AFB1 exposure has been investigated before in another region of Bangladesh (a rural area in Rangpur) by means of the AFB1-lysine albumin adduct analysis in blood samples of pregnant women and later on in their 2-year-old children (Groopman et al. 2014). Median levels of this biomarker were 25.35 and 18.08 pg AFB1-Lys/mg albumin in the first and third trimester, respectively, and 13.79 pg AFB1-Lys/mg albumin in the children. These results, discussed by the authors in the context of biomarker data for cohorts in other countries, document rather high AFB1 exposures of their cohort in the Northwest of Bangladesh between 2008 and 2012. A recent longitudinal study in an urban slum in Dhaka city assessed AFB1 exposure of children at the age of 7, 15, 24 and 36 months and reported a geometric mean of 1.07 pg AFB1-Lys/mg albumin and a range of 0.04–123.5 pg AFB1-Lys/mg albumin (Mahfuz et al. 2019). In this study, a reduction in breastfeeding prevalence, with concomitant introduction of family food, corresponded with an increase in AFB1-lysin adduct detection at 36 months, and 62% of the children were exposed at the end of their 3rd year of life. Of interest is also the seasonal variation in AFB1 biomarker prevalence, with the highest detection observed during and after the monsoon period which provides optimal conditions for fungal growth and aflatoxin contamination (Mahfuz et al. 2019).

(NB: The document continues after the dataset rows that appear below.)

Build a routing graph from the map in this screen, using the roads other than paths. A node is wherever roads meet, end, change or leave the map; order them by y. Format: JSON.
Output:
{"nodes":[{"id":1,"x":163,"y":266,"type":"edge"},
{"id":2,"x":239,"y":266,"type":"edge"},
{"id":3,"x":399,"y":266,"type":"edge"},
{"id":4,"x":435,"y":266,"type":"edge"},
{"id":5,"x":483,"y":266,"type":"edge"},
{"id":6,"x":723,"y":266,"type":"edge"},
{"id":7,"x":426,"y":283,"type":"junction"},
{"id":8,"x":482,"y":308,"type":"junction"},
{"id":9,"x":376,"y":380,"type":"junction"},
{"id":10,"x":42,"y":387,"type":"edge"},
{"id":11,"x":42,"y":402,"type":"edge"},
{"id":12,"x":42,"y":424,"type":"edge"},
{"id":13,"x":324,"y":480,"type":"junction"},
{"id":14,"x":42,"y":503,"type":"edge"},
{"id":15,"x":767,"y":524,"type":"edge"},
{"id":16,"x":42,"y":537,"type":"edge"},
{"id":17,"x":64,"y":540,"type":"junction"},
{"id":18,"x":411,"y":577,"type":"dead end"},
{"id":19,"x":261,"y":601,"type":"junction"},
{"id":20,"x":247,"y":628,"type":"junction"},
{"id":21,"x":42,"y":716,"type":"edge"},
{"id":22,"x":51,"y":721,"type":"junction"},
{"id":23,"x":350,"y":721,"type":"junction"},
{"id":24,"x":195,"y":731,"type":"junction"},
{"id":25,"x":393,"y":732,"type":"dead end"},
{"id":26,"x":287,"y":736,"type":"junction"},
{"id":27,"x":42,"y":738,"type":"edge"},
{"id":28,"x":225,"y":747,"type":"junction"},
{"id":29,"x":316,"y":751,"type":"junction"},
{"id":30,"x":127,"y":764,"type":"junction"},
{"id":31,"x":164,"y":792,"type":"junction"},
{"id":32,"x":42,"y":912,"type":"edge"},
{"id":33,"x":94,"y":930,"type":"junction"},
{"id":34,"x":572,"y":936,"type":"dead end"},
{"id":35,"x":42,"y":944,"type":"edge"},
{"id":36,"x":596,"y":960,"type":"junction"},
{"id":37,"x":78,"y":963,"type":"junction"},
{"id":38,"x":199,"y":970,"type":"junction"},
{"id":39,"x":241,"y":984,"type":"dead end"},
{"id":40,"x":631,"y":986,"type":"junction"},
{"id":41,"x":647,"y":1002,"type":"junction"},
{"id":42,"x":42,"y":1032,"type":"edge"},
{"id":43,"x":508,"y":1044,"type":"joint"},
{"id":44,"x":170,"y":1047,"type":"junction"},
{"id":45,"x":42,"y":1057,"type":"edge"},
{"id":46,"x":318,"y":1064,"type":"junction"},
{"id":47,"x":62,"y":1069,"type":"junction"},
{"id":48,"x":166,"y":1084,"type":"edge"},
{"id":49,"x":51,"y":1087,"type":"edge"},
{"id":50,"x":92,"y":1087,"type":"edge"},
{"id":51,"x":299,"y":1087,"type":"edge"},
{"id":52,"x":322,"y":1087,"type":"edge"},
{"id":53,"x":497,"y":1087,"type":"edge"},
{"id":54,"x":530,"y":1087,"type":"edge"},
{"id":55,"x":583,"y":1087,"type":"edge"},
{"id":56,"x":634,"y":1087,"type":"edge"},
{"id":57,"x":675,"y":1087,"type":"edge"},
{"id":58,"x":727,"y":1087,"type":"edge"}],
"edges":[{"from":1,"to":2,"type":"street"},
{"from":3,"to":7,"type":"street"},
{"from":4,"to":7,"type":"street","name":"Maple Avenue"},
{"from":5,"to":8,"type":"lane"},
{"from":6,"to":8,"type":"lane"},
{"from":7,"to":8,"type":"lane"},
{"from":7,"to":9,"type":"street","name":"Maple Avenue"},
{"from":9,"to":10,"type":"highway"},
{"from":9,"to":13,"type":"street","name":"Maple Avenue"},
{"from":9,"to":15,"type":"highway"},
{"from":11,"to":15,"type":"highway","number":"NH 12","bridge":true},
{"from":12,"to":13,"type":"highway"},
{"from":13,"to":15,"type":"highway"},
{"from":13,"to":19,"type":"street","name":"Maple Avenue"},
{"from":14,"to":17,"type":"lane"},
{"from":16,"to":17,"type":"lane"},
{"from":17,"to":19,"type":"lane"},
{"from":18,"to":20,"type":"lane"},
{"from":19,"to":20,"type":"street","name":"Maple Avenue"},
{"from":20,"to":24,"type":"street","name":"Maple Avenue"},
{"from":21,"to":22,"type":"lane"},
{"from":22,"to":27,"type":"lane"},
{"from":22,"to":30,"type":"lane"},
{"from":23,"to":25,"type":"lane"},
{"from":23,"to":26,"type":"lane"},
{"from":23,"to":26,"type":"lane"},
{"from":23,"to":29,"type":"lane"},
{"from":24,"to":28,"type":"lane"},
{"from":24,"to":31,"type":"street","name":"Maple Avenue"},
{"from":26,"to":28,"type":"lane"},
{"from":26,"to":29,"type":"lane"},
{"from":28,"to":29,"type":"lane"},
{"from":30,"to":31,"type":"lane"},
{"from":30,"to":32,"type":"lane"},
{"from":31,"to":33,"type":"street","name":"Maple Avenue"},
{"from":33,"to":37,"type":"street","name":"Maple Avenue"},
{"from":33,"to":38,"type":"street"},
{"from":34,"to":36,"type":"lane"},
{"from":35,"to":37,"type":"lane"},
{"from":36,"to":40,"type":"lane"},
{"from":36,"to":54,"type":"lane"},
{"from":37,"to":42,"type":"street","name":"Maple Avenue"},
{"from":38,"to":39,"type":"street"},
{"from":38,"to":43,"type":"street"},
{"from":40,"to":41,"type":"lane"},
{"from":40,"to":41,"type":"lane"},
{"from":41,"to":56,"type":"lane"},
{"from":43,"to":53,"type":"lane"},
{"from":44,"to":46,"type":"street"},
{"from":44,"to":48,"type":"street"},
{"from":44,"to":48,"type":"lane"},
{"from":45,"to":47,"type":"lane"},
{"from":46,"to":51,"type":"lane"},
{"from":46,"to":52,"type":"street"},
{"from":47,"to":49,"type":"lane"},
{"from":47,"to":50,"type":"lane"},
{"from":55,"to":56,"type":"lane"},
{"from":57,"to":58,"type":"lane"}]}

Overall, the results of our study with determination of AFM1 metabolite in urine, and the two studies (Groopman et al. 2014; Mahfuz et al. 2019) that measured AFB1-lysin albumin adduct in blood plasma, document widespread exposure of young children in several parts of Bangladesh. This and previous data on frequent AFB1 exposure of adult and pregnant women cohorts (Ali et al. 2017; Groopman et al. 2014) raise concern with regard to dietary intake of this carcinogenic mycotoxin in the Bangladeshi population. Further efforts to analyse aflatoxin contamination are clearly needed to identify major sources of aflatoxin intake, and establish surveillance in food commodities with the aim to protect the population against long-term adverse health effects. Bangladesh has issued in mid 2017 regulation for aflatoxin contamination of certain food items, namely groundnuts, almonds, Brazil nuts, hazelnuts, pistachios and AFM1 in milk (BFSA 2017). Yet, a recent risk assessment of aflatoxin-related liver cancer in Bangladesh concluded that the new regulations are unlikely to significantly reduce the risk of this cancer in the country (Saha Turna and Wu 2019). Indeed, considering food contaminant data available (vide supra), cereal-based commodities including rice, as well as pulses, spices and other items are likely to contribute far more to overall AFB1 exposure than various types of nuts. Thus, we recommend to conduct regular surveys on aflatoxin contamination, at least in major staples (Ali 2019), and consider also further biomonitoring as this integrates human exposure from all sources.

Conclusion

This study applied sensitive biomonitoring methods to assess for the first time aflatoxin and DON exposure among infant and children cohorts in Bangladesh. DON exposure appears to be of low concern, with intake estimates below tolerable levels. But, the prevalence and levels of AFM1 in infant and children urines indicate widespread contamination of the children’s diets with the carcinogenic mycotoxin AFB1, a finding which raises serious health concerns for this vulnerable population. Continuous surveillance of aflatoxins in Bangladeshi food commodities are urgently needed, in order to identify major sources of intake, and then take appropriate steps to further reduce risks from exposure-related adverse health effects.